Forspoken developers claiming the game loads in 1 second without GPU decompression show it won't be a problem on PC.
And another Thought ( i mentioned that before) :
If decompressing per GPU would be such a logic and viable thing to do why did they not choose this path with the PS5.
They do, they also do it on PS4 and Xbox One.
They could have avoided all the custom I/O Shenanigens and have a beefier GPU instead. But they went with the heavy custom I/O Solution anyways.
Something is not adding up. Theres more to PS5s I/O and lovely Jensen flipping a switch and "just leave the GPU all the work" is not going to cut it.

Cost, power, heat.....to name a few.
 
Last edited:
If decompressing per GPU would be such a logic and viable thing to do why did they not choose this path with the PS5. They could have avoided all the custom I/O Shenanigens and have a beefier GPU instead. But they went with the heavy custom I/O Solution anyways.

Apples and Oranges .... sort of.

On PS5, Sony get to determine how the OS works, which compression formats can be used, how files are presented to the game etc. They can build custom hardware to do this, that has a tiny die cost, far smaller than the equivalent performance from a more general purpose compute shader solution. Sony are using a single silicon solution.

On PC, flexibility is essential, along with the ability to support hardware pre December 2020. PC can be, and increasingly will be, far more performant, but it might use more power and transistors to achieve this.

On PC, decompressing on the GPU directly into GPU memory (after the relatively sort-of narrowish PCIe bus) makes most sense, ultimately. Formats can adapt and change because they aren't hardwired into silicone, and different hardware vendors can choose their own approach. DS will work with a sizeable array of hardware configurations and at least two major OS revisions.

Something is not adding up. Theres more to PS5s I/O and lovely Jensen flipping a switch and "just leave the GPU all the work" is not going to cut it.

When you think of it in terms of "fixed platform vs PC with a crap load of hardware and software vendors", it starts adding up!
 
If decompressing per GPU would be such a logic and viable thing to do why did they not choose this path with the PS5. They could have avoided all the custom I/O Shenanigens and have a beefier GPU instead. But they went with the heavy custom I/O Solution anyways.
Something is not adding up. Theres more to PS5s I/O and lovely Jensen flipping a switch and "just leave the GPU all the work" is not going to cut it.
Completely different markets and ways of solving the same solution. The consoles do it is extremely cost efficient. But this requires the entire vertical stack to work together. This cannot occur on the PC side.
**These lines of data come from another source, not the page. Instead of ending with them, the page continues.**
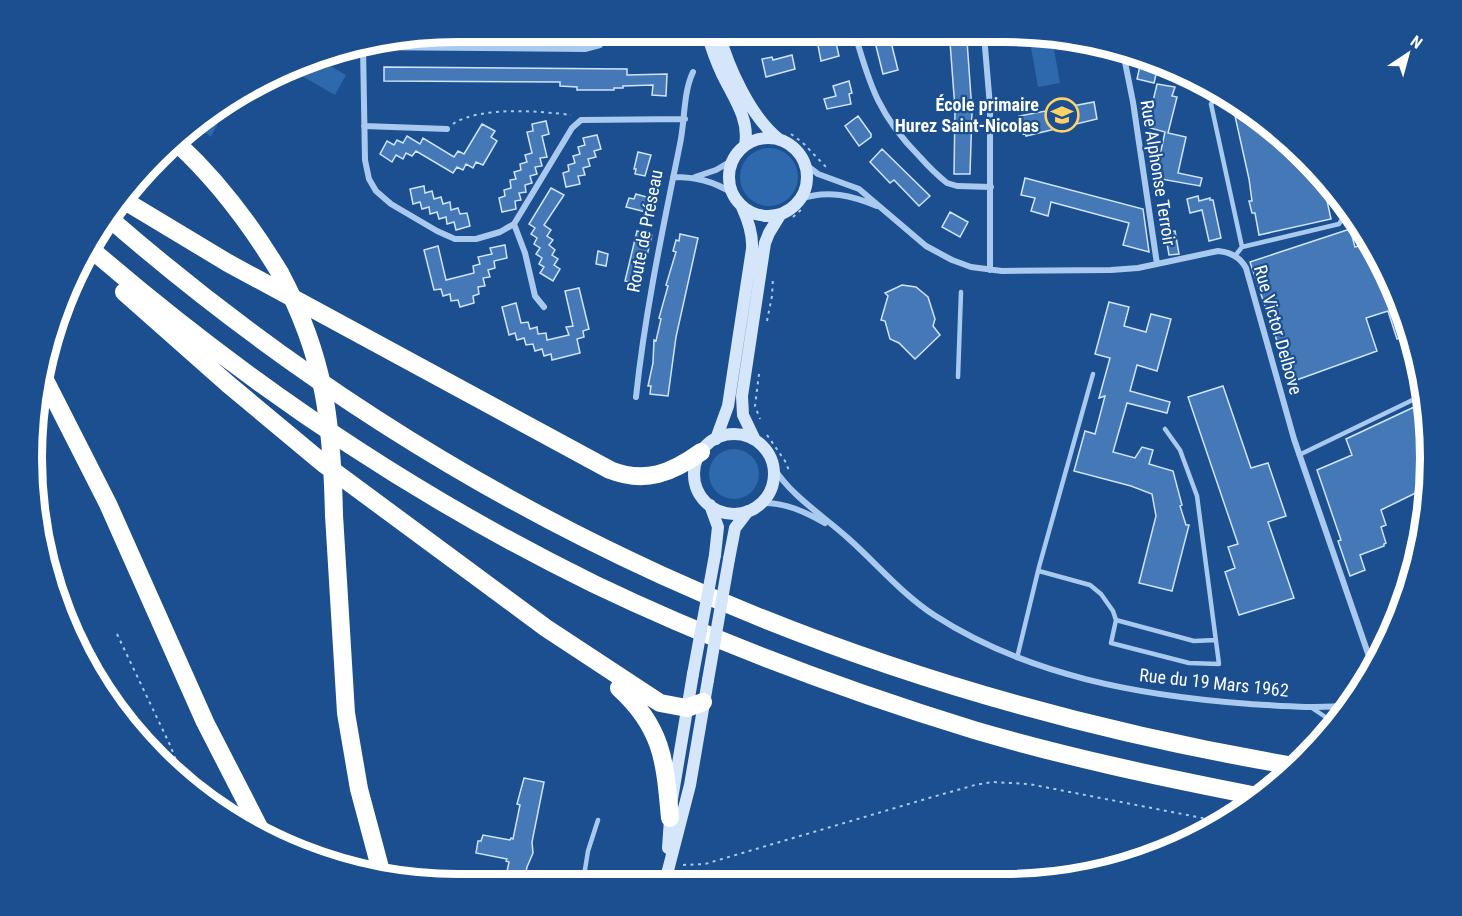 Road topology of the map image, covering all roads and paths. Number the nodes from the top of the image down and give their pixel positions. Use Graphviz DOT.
graph roads {
  1 [pos="602,42"];
  2 [pos="711,42"];
  3 [pos="722,42"];
  4 [pos="858,42"];
  5 [pos="985,42"];
  6 [pos="409,45"];
  7 [pos="363,53"];
  8 [pos="1125,60"];
  9 [pos="693,72"];
  10 [pos="1215,100"];
  11 [pos="685,118"];
  12 [pos="591,119"];
  13 [pos="364,126"];
  14 [pos="447,129"];
  15 [pos="784,136"];
  16 [pos="745,145"];
  17 [pos="181,148"];
  18 [pos="733,160"];
  19 [pos="806,165"];
  20 [pos="829,171"];
  21 [pos="673,177"];
  22 [pos="692,177"];
  23 [pos="991,187"];
  24 [pos="732,193"];
  25 [pos="803,202"];
  26 [pos="129,204"];
  27 [pos="742,207"];
  28 [pos="883,208"];
  29 [pos="785,217"];
  30 [pos="1343,218"];
  31 [pos="115,223"];
  32 [pos="514,224"];
  33 [pos="1242,247"];
  34 [pos="97,253"];
  35 [pos="1235,256"];
  36 [pos="92,261"];
  37 [pos="1157,264"];
  38 [pos="990,270"];
  39 [pos="773,274"];
  40 [pos="961,292"];
  41 [pos="544,307"];
  42 [pos="765,331"];
  43 [pos="759,371"];
  44 [pos="1093,374"];
  45 [pos="958,377"];
  46 [pos="49,387"];
  47 [pos="636,398"];
  48 [pos="1415,399"];
  49 [pos="760,422"];
  50 [pos="1165,429"];
  51 [pos="761,437"];
  52 [pos="716,439"];
  53 [pos="701,452"];
  54 [pos="1299,454"];
  55 [pos="774,468"];
  56 [pos="793,479"];
  57 [pos="761,503"];
  58 [pos="710,505"];
  59 [pos="748,511"];
  60 [pos="836,528"];
  61 [pos="1039,571"];
  62 [pos="1116,620"];
  63 [pos="546,628"];
  64 [pos="117,634"];
  65 [pos="1216,640"];
  66 [pos="1369,657"];
  67 [pos="1017,658"];
  68 [pos="695,705"];
  69 [pos="1338,705"];
  70 [pos="1310,706"];
  71 [pos="1328,718"];
  72 [pos="1285,764"];
  73 [pos="178,765"];
  74 [pos="1249,794"];
  75 [pos="670,818"];
  76 [pos="1209,819"];
  77 [pos="598,820"];
  78 [pos="256,821"];
  79 [pos="668,864"];
  80 [pos="380,866"];
  81 [pos="584,874"];
  82 [pos="666,874"];
  1 -- 6 [label="street"];
  2 -- 16 [label="main road"];
  3 -- 15 [label="main road"];
  4 -- 23 [label="street"];
  5 -- 23 [label="street"];
  7 -- 13 [label="street"];
  8 -- 37 [label="street, Rue Alphonse Terroir"];
  9 -- 11 [label="street, Route de Préseau"];
  10 -- 33 [label="lane"];
  11 -- 12 [label="street"];
  11 -- 21 [label="street, Route de Préseau"];
  12 -- 14 [label="path"];
  12 -- 32 [label="street"];
  13 -- 14 [label="street"];
  13 -- 32 [label="street"];
  15 -- 16 [label="main road"];
  15 -- 19 [label="main road"];
  15 -- 20 [label="path"];
  16 -- 18 [label="main road"];
  17 -- 80 [label="highway, bridge"];
  18 -- 22 [label="street"];
  18 -- 24 [label="main road"];
  19 -- 25 [label="main road"];
  19 -- 28 [label="street, Rue Victor Delbove"];
  21 -- 22 [label="street"];
  21 -- 47 [label="street, Route de Préseau"];
  22 -- 24 [label="street"];
  23 -- 38 [label="street"];
  24 -- 27 [label="main road"];
  25 -- 28 [label="street, Rue Victor Delbove"];
  25 -- 29 [label="path"];
  25 -- 29 [label="main road"];
  26 -- 53 [label="highway"];
  27 -- 29 [label="main road"];
  27 -- 52 [label="main road"];
  28 -- 38 [label="street, Rue Victor Delbove"];
  29 -- 51 [label="main road"];
  30 -- 33 [label="lane"];
  31 -- 72 [label="highway"];
  32 -- 41 [label="street"];
  33 -- 35 [label="lane"];
  34 -- 74 [label="highway"];
  35 -- 37 [label="street, Rue Victor Delbove"];
  35 -- 54 [label="street, Rue Victor Delbove"];
  36 -- 63 [label="highway"];
  37 -- 38 [label="street, Rue Victor Delbove"];
  39 -- 42 [label="path"];
  40 -- 45 [label="lane"];
  43 -- 49 [label="path"];
  44 -- 61 [label="lane"];
  46 -- 78 [label="highway"];
  48 -- 54 [label="lane"];
  50 -- 65 [label="lane"];
  51 -- 52 [label="main road"];
  51 -- 55 [label="main road"];
  51 -- 56 [label="path"];
  52 -- 53 [label="main road"];
  53 -- 58 [label="main road"];
  54 -- 66 [label="street, Rue Victor Delbove"];
  55 -- 57 [label="main road"];
  55 -- 60 [label="street"];
  57 -- 59 [label="main road"];
  57 -- 60 [label="street"];
  58 -- 59 [label="main road"];
  58 -- 68 [label="main road, bridge"];
  59 -- 68 [label="main road, bridge"];
  60 -- 67 [label="street, Rue du 19 Mars 1962"];
  61 -- 62 [label="lane"];
  61 -- 67 [label="lane"];
  62 -- 65 [label="lane"];
  62 -- 65 [label="lane"];
  63 -- 68 [label="highway"];
  63 -- 75 [label="highway"];
  64 -- 73 [label="path"];
  67 -- 70 [label="street, Rue du 19 Mars 1962"];
  68 -- 75 [label="main road"];
  68 -- 79 [label="main road"];
  69 -- 70 [label="street, Rue du 19 Mars 1962"];
  70 -- 71 [label="lane"];
  75 -- 79 [label="main road"];
  76 -- 79 [label="path"];
  77 -- 81 [label="lane"];
  79 -- 82 [label="main road"];
} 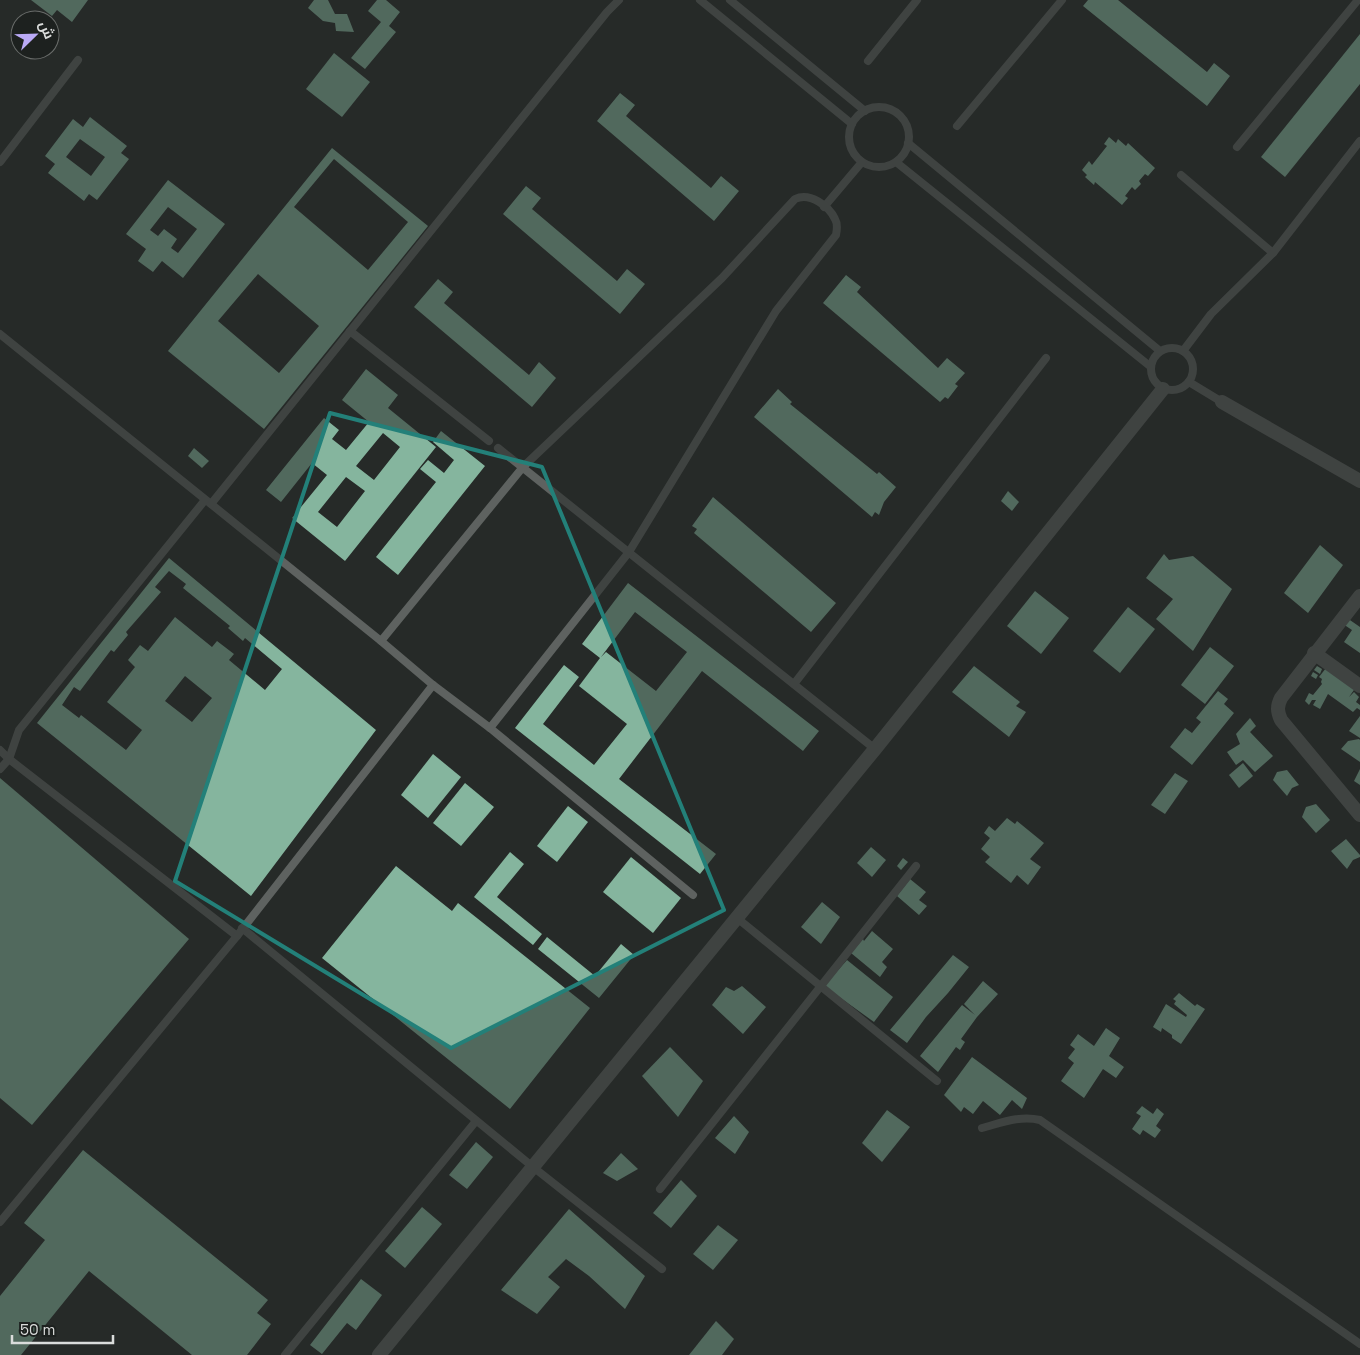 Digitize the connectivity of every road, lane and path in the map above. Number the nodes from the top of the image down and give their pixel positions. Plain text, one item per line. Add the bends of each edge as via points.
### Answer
1 (619, 0) edge
2 (700, 0) edge
3 (730, 0) edge
4 (917, 0) edge
5 (1062, 0) edge
6 (1358, 0) edge
7 (78, 60) dead end
8 (868, 61) dead end
9 (865, 110) junction
10 (852, 124) junction
11 (958, 126) dead end
12 (1360, 141) edge
13 (908, 143) junction
14 (1237, 147) dead end
15 (0, 162) edge
16 (862, 162) junction
17 (896, 162) junction
18 (1181, 175) dead end
19 (824, 207) junction
20 (1273, 253) junction
21 (350, 331) junction
22 (0, 334) edge
23 (1160, 351) junction
24 (1183, 351) junction
25 (1046, 358) dead end
26 (1151, 367) junction
27 (1189, 382) junction
28 (1162, 388) junction
29 (1222, 402) joint
30 (489, 441) dead end
31 (498, 448) dead end
32 (523, 467) junction
33 (1360, 481) edge
34 (208, 502) junction
35 (629, 552) junction
36 (1360, 596) edge
37 (381, 641) junction
38 (1314, 653) junction
39 (794, 684) junction
40 (433, 685) junction
41 (1360, 686) edge
42 (490, 728) junction
43 (875, 749) junction
44 (0, 750) edge
45 (9, 759) junction
46 (0, 769) edge
47 (1360, 815) edge
48 (916, 866) dead end
49 (693, 895) dead end
50 (737, 918) junction
51 (242, 928) junction
52 (237, 936) junction
53 (821, 987) junction
54 (937, 1081) dead end
55 (476, 1121) junction
56 (982, 1128) dead end
57 (533, 1167) junction
58 (660, 1190) dead end
59 (0, 1222) edge
60 (662, 1269) dead end
61 (1360, 1344) edge
62 (285, 1355) edge
63 (379, 1355) edge

1 - 21 lane
2 - 10 lane
3 - 9 lane
4 - 8 lane
5 - 11 lane
6 - 14 lane
7 - 15 lane
9 - 10 lane
9 - 13 lane via 887,108 900,116 908,128
10 - 16 lane via 850,144
12 - 20 lane
13 - 17 lane
13 - 23 lane
16 - 17 lane via 875,167
16 - 19 lane
17 - 26 lane
18 - 20 lane
19 - 32 lane via 811,197 795,199 722,278
19 - 35 lane via 836,220 836,235 776,311
20 - 24 lane via 1211,314
21 - 30 lane
21 - 34 lane
22 - 34 lane
23 - 24 lane via 1176,348
23 - 26 lane via 1154,356
24 - 27 lane via 1192,362
25 - 39 lane
26 - 28 lane via 1152,378
27 - 28 lane via 1177,390
27 - 29 lane
28 - 43 street
29 - 33 street
31 - 32 lane
32 - 35 lane
32 - 37 lane
34 - 37 lane
34 - 45 lane via 19,730
35 - 39 lane
35 - 42 lane
36 - 38 street
37 - 40 lane
38 - 41 street
38 - 47 street via 1281,698 1278,713 1286,727
39 - 43 lane
40 - 42 lane
40 - 51 lane
42 - 49 lane
43 - 50 street
44 - 45 lane
45 - 46 lane
45 - 52 lane
48 - 53 lane
50 - 53 lane
50 - 57 street
51 - 52 lane
51 - 55 lane
52 - 59 lane
53 - 54 lane
53 - 58 lane
55 - 57 lane
55 - 62 lane
56 - 61 lane via 1019,1118 1040,1120
57 - 60 lane
57 - 63 street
PC is just parts working together, but the raw performance of decompression via the GPU can easily surpass a fixed function unit, and because there isn’t vertical integration found in consoles that is the only way to do it.

Is it better than vertical integration? No. But that’s the difference between a console and a PC. But can it be more performant than vertical integration but at a price point that will never come anywhere close to the price point that a console offers.

The only secret sauce is how low they can get this price point.
 
They didn't do it with PS5 because firstly they're trying to be as cost effective as possible. Also, the GPU inside the PS5 is fixed.. which means that "cost" you were talking about, no matter how miniscule it might be on the PC side... is a precious resource on console. PCs continually improve over the course of a generation.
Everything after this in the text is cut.